DSP Genel Başkanı Masum Türker, gazetecilerin seçim sürecine girerken gözaltına alınmasını, ‘sesi çıkanları sindirme ve gözdağı verme operasyonu’ olduğunu söyledi.
Türker, Kayseri’deki temasları sırasında, Doğan Haber Ajansı’nın yönelttiği soruları yanıtladı. Gazetecilerin gözaltına alınmalarıyla ilgili bir soru üzerine Türker, şunları söyledi:
“Gazeteci arkadaşlarımızın gözaltına alınmasını, seçim sürecine girdiğimiz dönemde, sindirme ve gözaltına alınmayan gazeteci ve gazete sahiplerine de gözdağı verme operasyonu olarak yorumluyorum. Bu da Türkiye’de dizayn edilmek istenen iki partili sistemin yanlışlığını gösteriyor. Zira, özel yetkili savcı ve mahkemeyle ilgili düzenleme Parlamento’da iki partili dönemde geçmiştir. Ana muhalefet olan, tek muhalefet olan parti bile konuyu gündeme getirmemiş yapılan düzenlemeyi kamuoyuna duyurmamış, bu mahkeme ve savcılık faaliyette bulundukça nasıl bir hukuk sistemi oluşturulduğu ortaya çıkmıştır, yaşananları hep birlikte görüyoruz. Gazeteci arkadaşlarımızın gözaltına alınması, önümüzdeki seçimde parti sayısının ikiye indirgenmesinin ne kadar tehlikeli olduğunu hatırlatması bakımından da önemli bir uyarıdır. Parlamento’da en az dört siyasi parti grubunun bulunması gerektiği konusunda halkımızın duyarlı olması gerektiğini bir kez daha buradan hatırlatmak istiyorum.”

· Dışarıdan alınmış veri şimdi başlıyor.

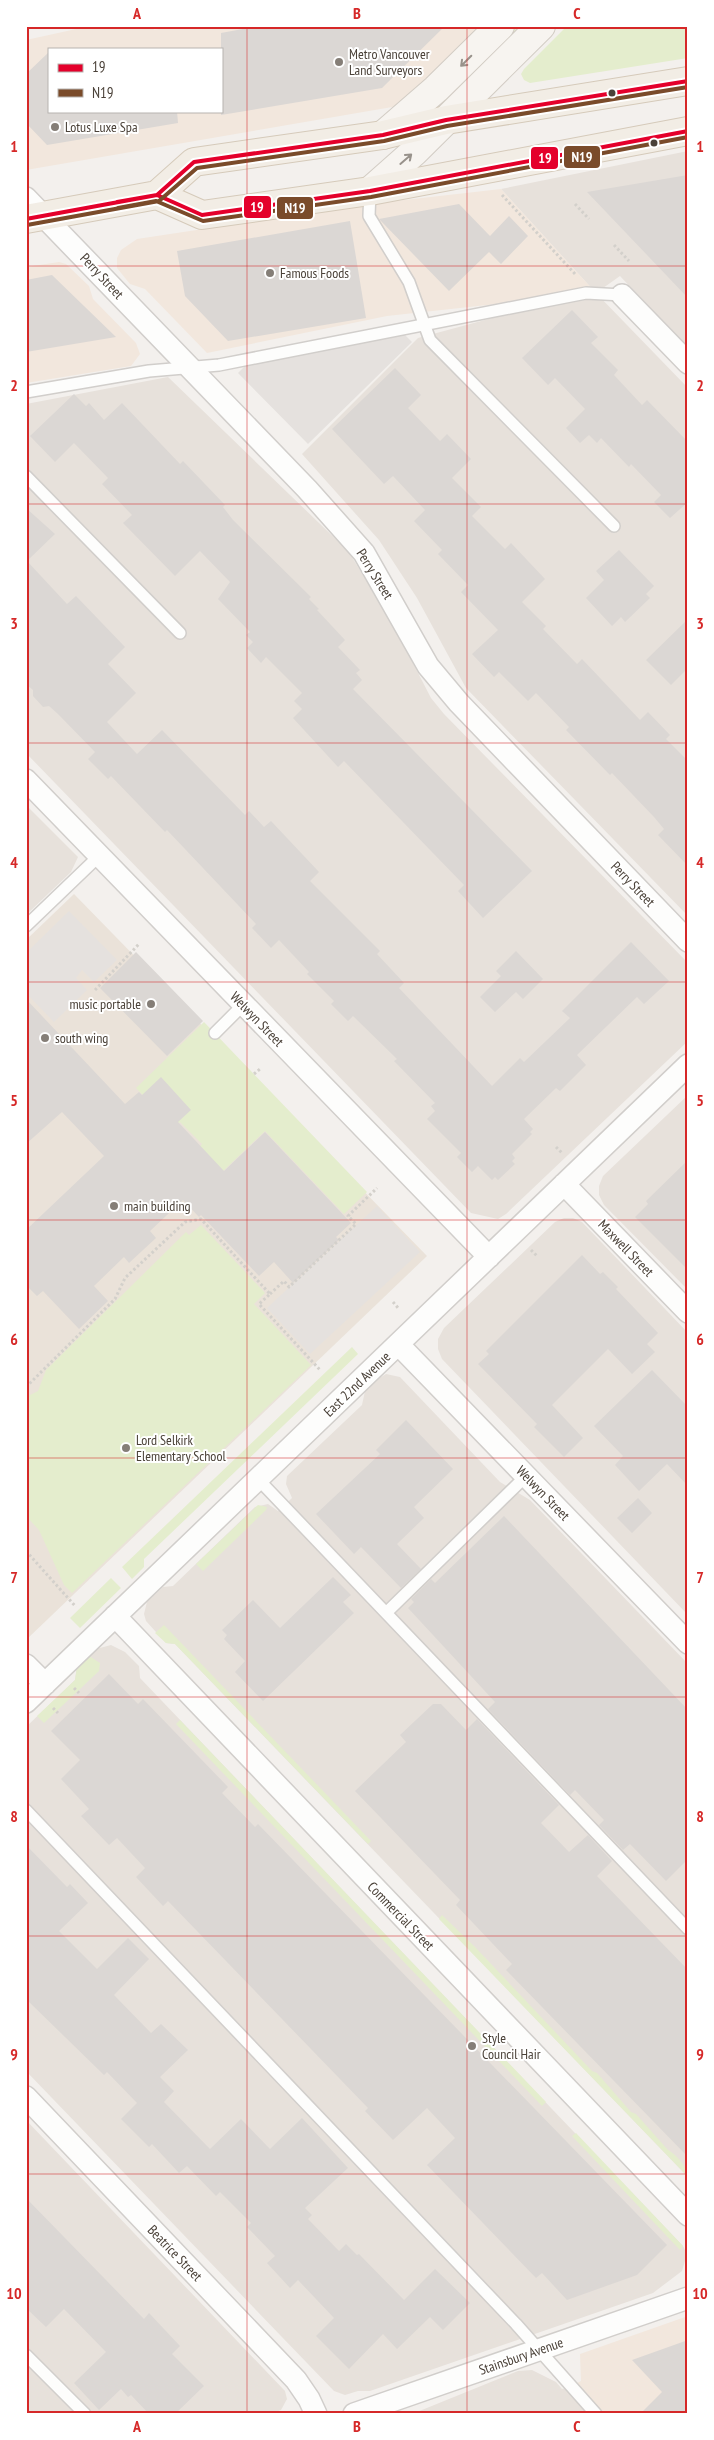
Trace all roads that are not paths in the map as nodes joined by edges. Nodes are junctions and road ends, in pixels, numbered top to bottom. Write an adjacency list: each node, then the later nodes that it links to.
1 (500, 26): 6 (main road, one-way to 6)
2 (541, 26): 4 (main road)
3 (688, 81): 4 (main road)
4 (446, 120): 6 (main road); 7 (main road, one-way to 4)
5 (688, 131): 7 (main road)
6 (383, 135): 8 (main road)
7 (370, 191): 8 (main road); 11 (lane)
8 (157, 195): 9 (main road)
9 (32, 211): 13 (street, Perry Street)
10 (622, 295): 11 (lane); 12 (street)
11 (424, 324): 13 (lane); 16 (lane)
12 (688, 363)
13 (188, 366): 14 (lane); 21 (street, Perry Street)
14 (26, 392)
15 (26, 476): 17 (lane)
16 (614, 526)
17 (180, 633)
18 (26, 780): 19 (street, Welwyn Street)
19 (99, 856): 20 (lane); 22 (street, Welwyn Street)
20 (26, 926)
21 (688, 941)
22 (243, 1005): 23 (lane); 26 (street, Welwyn Street)
23 (214, 1033)
24 (688, 1065): 25 (street, East 22nd Avenue)
25 (564, 1184): 26 (street, East 22nd Avenue); 27 (street, Maxwell Street)
26 (489, 1257): 28 (street, East 22nd Avenue)
27 (688, 1312)
28 (398, 1344): 29 (street, Welwyn Street); 30 (street, East 22nd Avenue)
29 (526, 1476): 31 (lane); 33 (street, Welwyn Street)
30 (258, 1479): 31 (lane); 32 (street, East 22nd Avenue)
31 (387, 1612): 38 (lane)
32 (115, 1616): 35 (street, East 22nd Avenue); 40 (street, Commercial Street)
33 (688, 1643)
34 (26, 1665): 35 (street)
35 (45, 1684): 36 (street, East 22nd Avenue)
36 (26, 1702)
37 (26, 1810): 42 (lane)
38 (688, 1929)
39 (26, 2097): 45 (street, Beatrice Street)
40 (688, 2215)
41 (688, 2298): 42 (street, Stainsbury Avenue)
42 (539, 2349): 46 (street, Stainsbury Avenue); 47 (lane)
43 (26, 2355): 44 (lane)
44 (85, 2414)
45 (316, 2414)
46 (354, 2414)
47 (596, 2414)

''Özgürlüklerin kısıtlanmasına ilişkin en tipik örnek gazeteci arkadaşlarımızın gözaltına alınmasıdır” diyen Türker, sözlerini şöyle sürdürdü:
“Gözaltına alınanların önemli bölümü araştırmacı gazetecidir, Kitap yazmıştır, Nedim Şener gibi dünya çapında ödül almış arkadaşlarımız var. Geçmişte AKP’nin 2007 yılında oy patlaması yapmasını sağlayan, bugün ‘Ergenekon’ olarak adlandırılan soruşturmayla ilgili haberi yapan Ahmet Şık, o zaman iyiydi şimdi kötü oldu. Bu da gösteriyor ki, sesi çıkan, özgürlüklerden yana olan insanların sindirilmesi ve susturulması amaçlanıyor.”
Sırada işadamları var
DSP lideri, Türkiye’de yaşananlara herkesin büyük bir dikkatle ve duyarlılıkla yaklaşması gerektiğini kaydetti ve “sırada işadamları var” uyarısında bulundu.

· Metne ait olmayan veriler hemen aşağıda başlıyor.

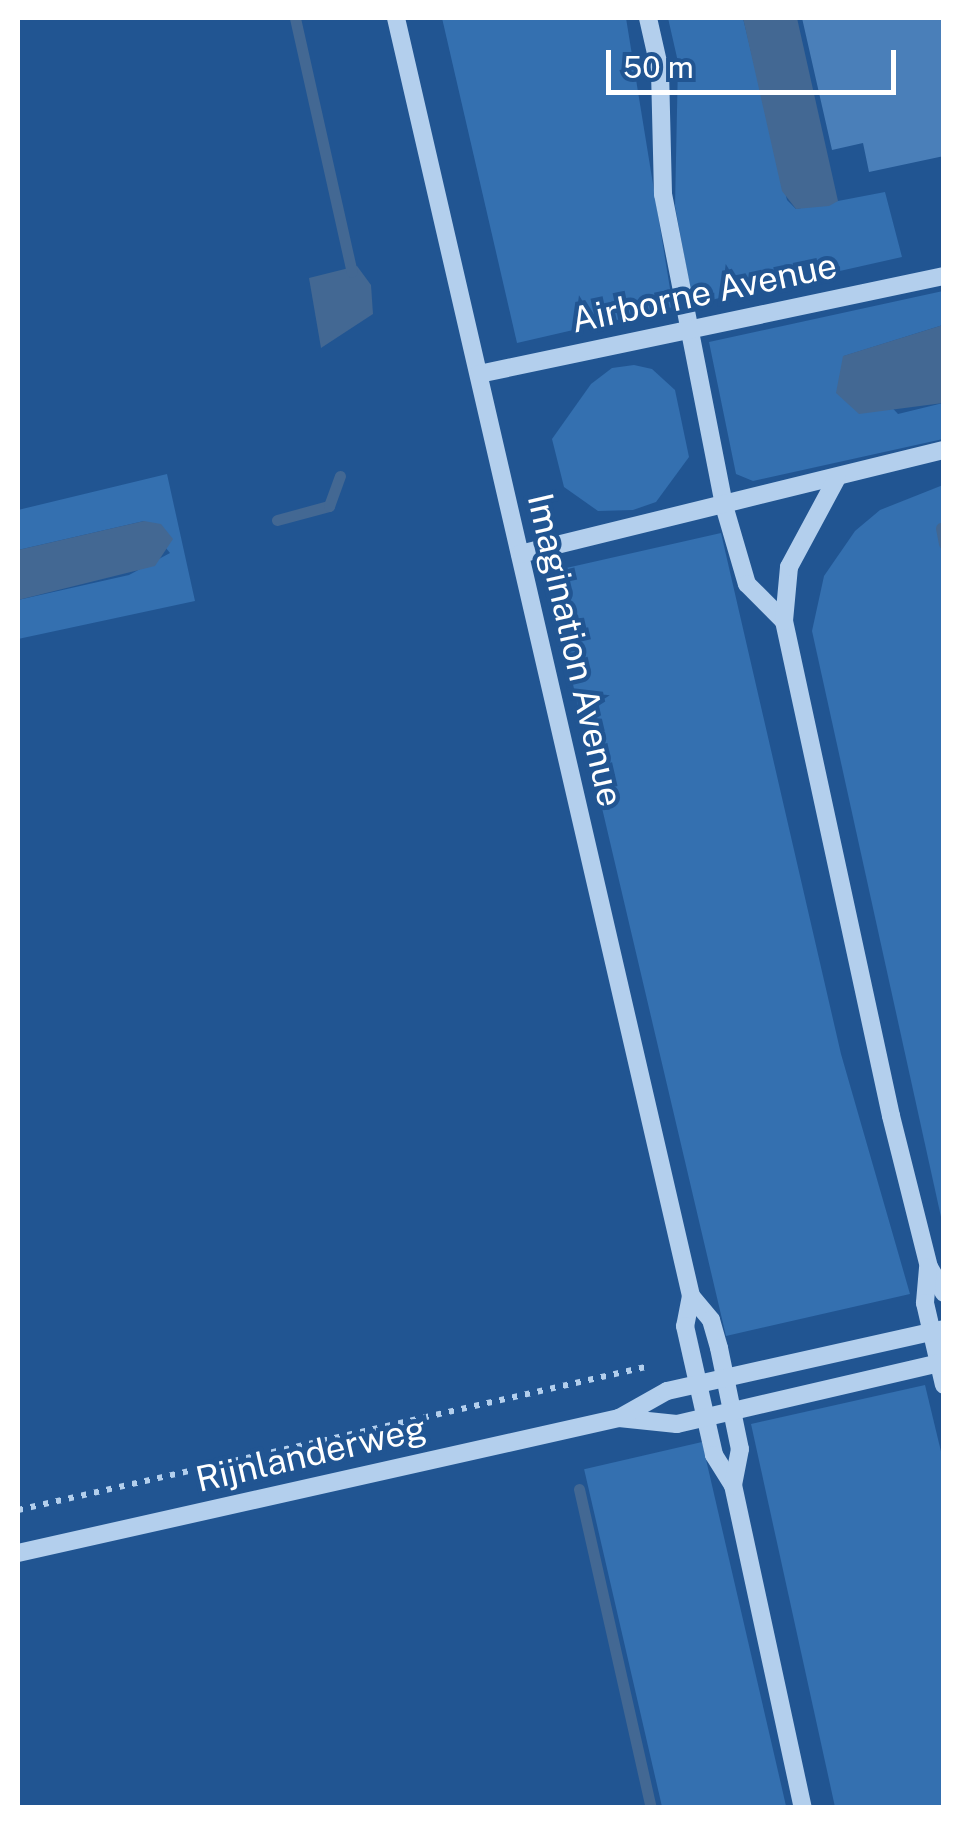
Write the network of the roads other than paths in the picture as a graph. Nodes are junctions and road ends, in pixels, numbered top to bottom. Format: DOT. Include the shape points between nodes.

Türker, “Bugün gazeteciler, siyasiler gözaltına alındı. Eğer İnsanlar biraz daha duyarlı olmazsa, bu kez bazı işadamları sermayenin el değiştirmesi için bazı ihalelere girecek, rakiplerin gözaltına alınması bile söz konusu olacaktır. Bugüne kadar izlenen davalara bakınca, 4 yıllık davaların iddianamelerinin yeni yeni hazırlanıyor olduğunu görüyoruz. Bu da gösteriyor ki, hukuk sistemi yavaş işliyor, hem adalet dağıtılamıyor, hem de bu davalar bir türlü bitmeyince her geçen gün başka insanların sindirilmesine aracı oluyor. Ben bu gazeteci arkadaşlara sabır diliyorum. Çok dirençli olmalarını diliyorum. Özgürlüğün bu şekilde sınırlandırılması Kaddafi’nin silahla yaptırdığının Türkiye’de hukukla yapılmasının bir örneğidir” diye konuştu.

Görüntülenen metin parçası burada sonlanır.